Come si pone di fronte a un complimento?
«Mi imbarazzo. Se me li scrive, anche gente importante, passa una settimana prima che risponda: non so come farlo».

Esempi?
«Mi aveva scritto un complimento Gabriele Muccino: lo facevo vedere a tutti ma a lui non rispondevo. Ci devo pensare, devo elaborare cosa voglio dire… alla fine mi ha chiamato per dirmi se lo avevo ricevuto».

Non male.
«L’ho fatto anche con Paolo Sorrentino. Mi aveva scritto una cosa molto bella di cui andavo fierissimo. Preso dall’emozione, gli avevo risposto “Grazie!”. Quando mi ha visto, tempo dopo, mi ha contestato la brevità e la freddezza del mio messaggio. Si era offeso. “Ma ho messo anche il punto esclamativo”, gli ho detto. Per me è una cosa enorme, però capisco che è un mio problema».

Quindi è vero, la telecamera è il suo superpotere.
«Mi aiuta tantissimo, divento molto più empatico. Infatti le persone si aspettano che lo sia anche nella realtà. Vista la mia incapacità di relazionarmi nella vita privata, già riprendermi mi fa superare un trauma. Inoltre non devo comunicare a un cameraman cosa voglio che inquadri e cosa no. Nella telecamera ho trovato poi una giustificazione per le domande che un timido nella vita non farebbe mai».

Le piacerebbe fare un documentario per il cinema?
«Un tempo ero troppo preoccupato dal fatto che le mie riprese al cinema potessero far venire il mal di mare. In realtà certe puntate avrebbero una dignità cinematografica. Sono io che forse mi sottovaluto e non mi butto contro lo snobismo del mondo cinematografico».

Dunque esiste ancora?
«Io lo percepisco. Forse paradossalmente perché sta crollando quel tipo di mondo, ma c’è ancora una vecchia generazione che te lo fa avvertire. Ma anche dei giornalisti si arrabbiarono per i miei riconoscimenti per la lotta alla mafia. C’è sempre qualcuno che si innervosisce quando pensa che sei entrato nel suo mondo».

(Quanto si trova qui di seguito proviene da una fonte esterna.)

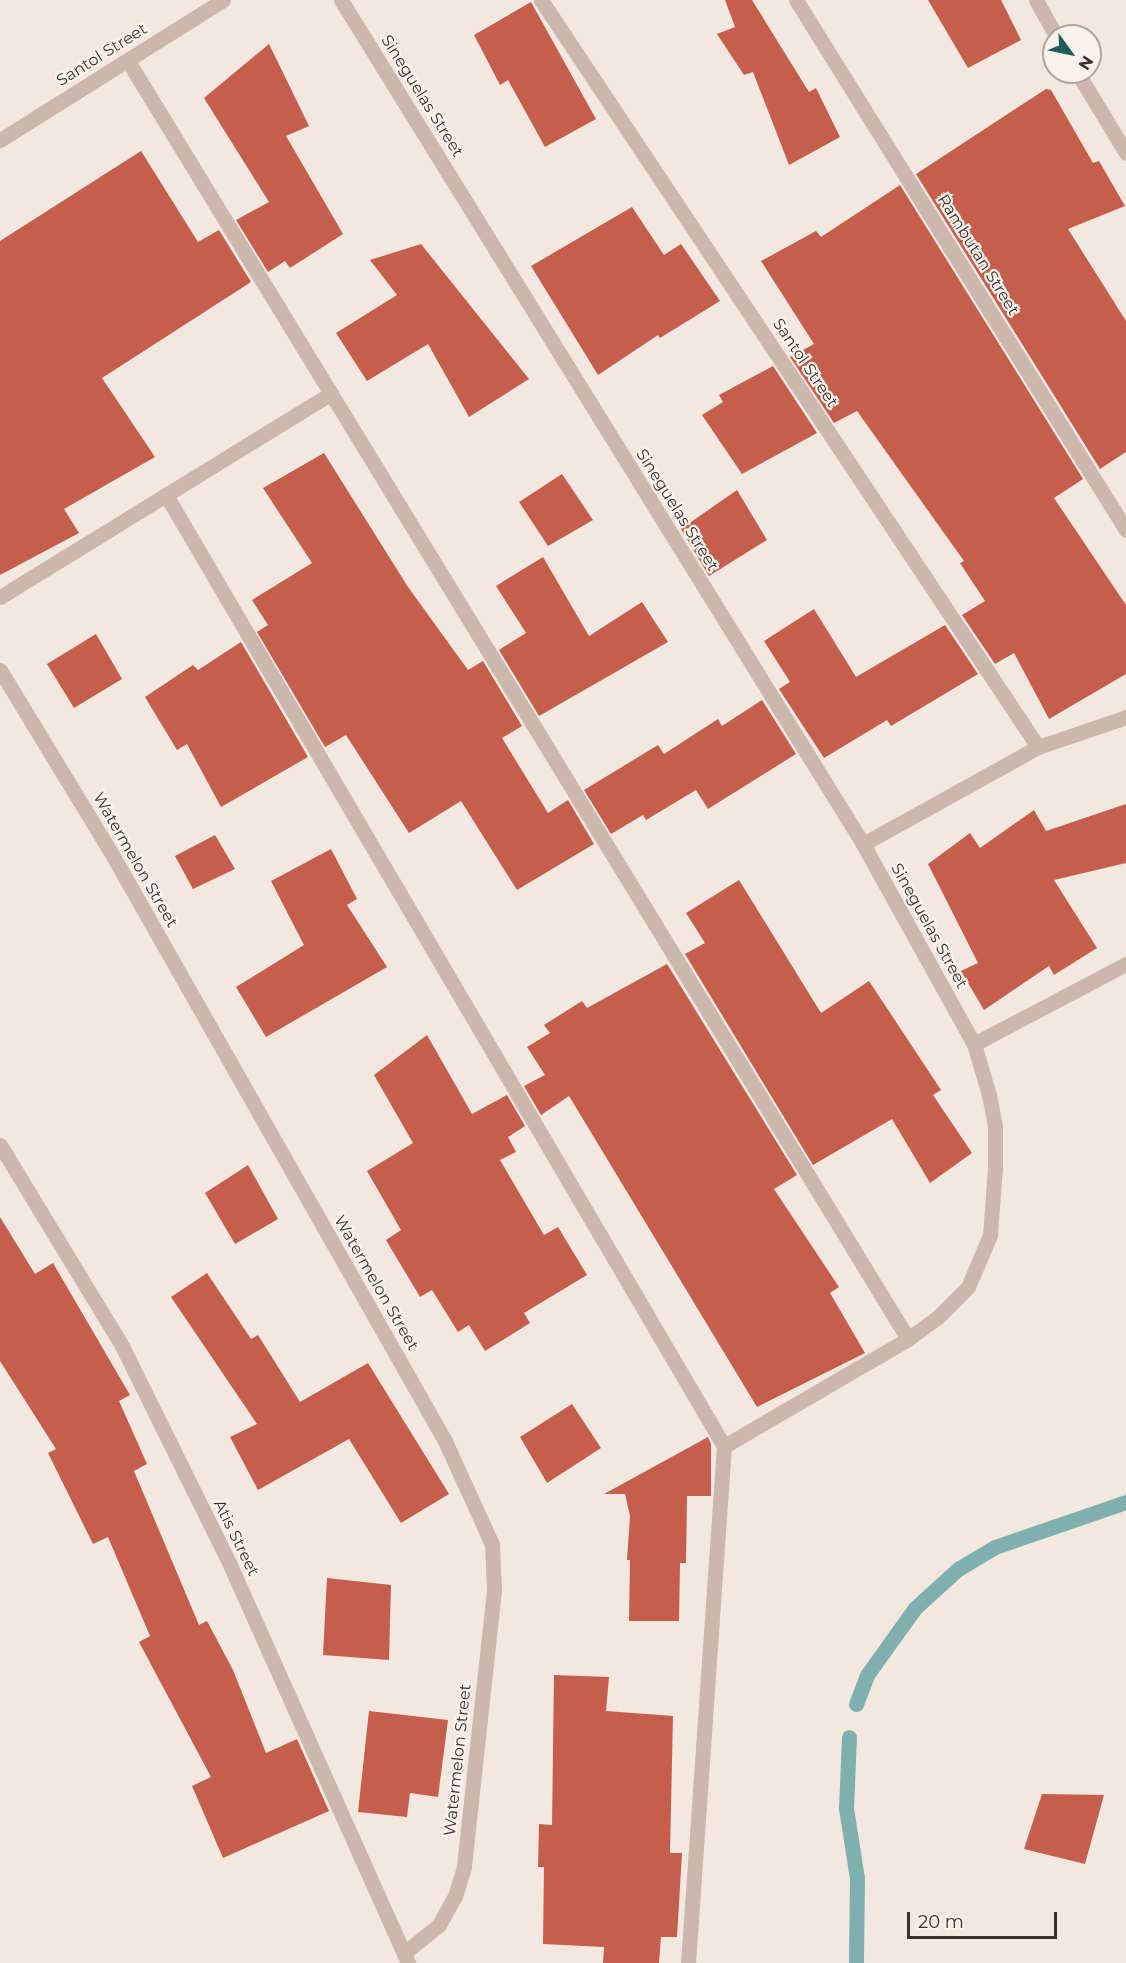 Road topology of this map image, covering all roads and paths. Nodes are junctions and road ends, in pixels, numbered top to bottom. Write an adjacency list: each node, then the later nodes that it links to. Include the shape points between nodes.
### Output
1 (223, 0): 7 (street, Santol Street)
2 (341, 0): 18 (street, Sineguelas Street)
3 (541, 0): 17 (street, Santol Street)
4 (796, 0): 13 (street, Rambutan Street)
5 (1036, 0): 6 (street)
6 (1049, 24)
7 (128, 62): 9 (street, Santol Street); 11 (street)
8 (1084, 84): 10 (street)
9 (0, 140)
10 (1126, 153)
11 (331, 393): 12 (street); 22 (street)
12 (166, 495): 14 (street); 23 (street)
13 (1126, 530)
14 (0, 597)
15 (0, 670): 24 (street, Watermelon Street, via 113,856 445,1441 492,1544 492,1604 464,1866 455,1896 439,1925)
16 (1126, 717): 17 (street)
17 (1038, 747): 18 (street)
18 (863, 844): 20 (street, Sineguelas Street)
19 (1126, 964): 20 (street)
20 (974, 1044): 22 (street, Sineguelas Street, via 995,1127 990,1235 968,1287 938,1317)
21 (0, 1145): 24 (street, Atis Street, via 122,1346 231,1567)
22 (908, 1339): 23 (street, Sineguelas Street)
23 (724, 1446): 25 (street)
24 (406, 1958)
25 (688, 1963)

Lei lo ha fatto, anche con un format come questo, nato nella cucina di casa sua.
«E con il programma base del Premiere, quello con poche funzioni. Se penso a come è partito tutto mi commuovo: nessuno aveva idea di cosa stessi facendo, solo io. Mi piacerebbe avere questo coraggio anche nel cinema. La mia prossima scommessa lavorativa sarà sporcare, essere irriverente nella tecnica anche al cinema».

Come sceglie i reportage da fare?
«Mi piacciono gli argomenti non da prima pagina: non voglio l’ansia dello scoop, preferisco affrontare quelle cose che non si sarebbero mai lette, se non di sfuggita. E raccontarle a modo mio».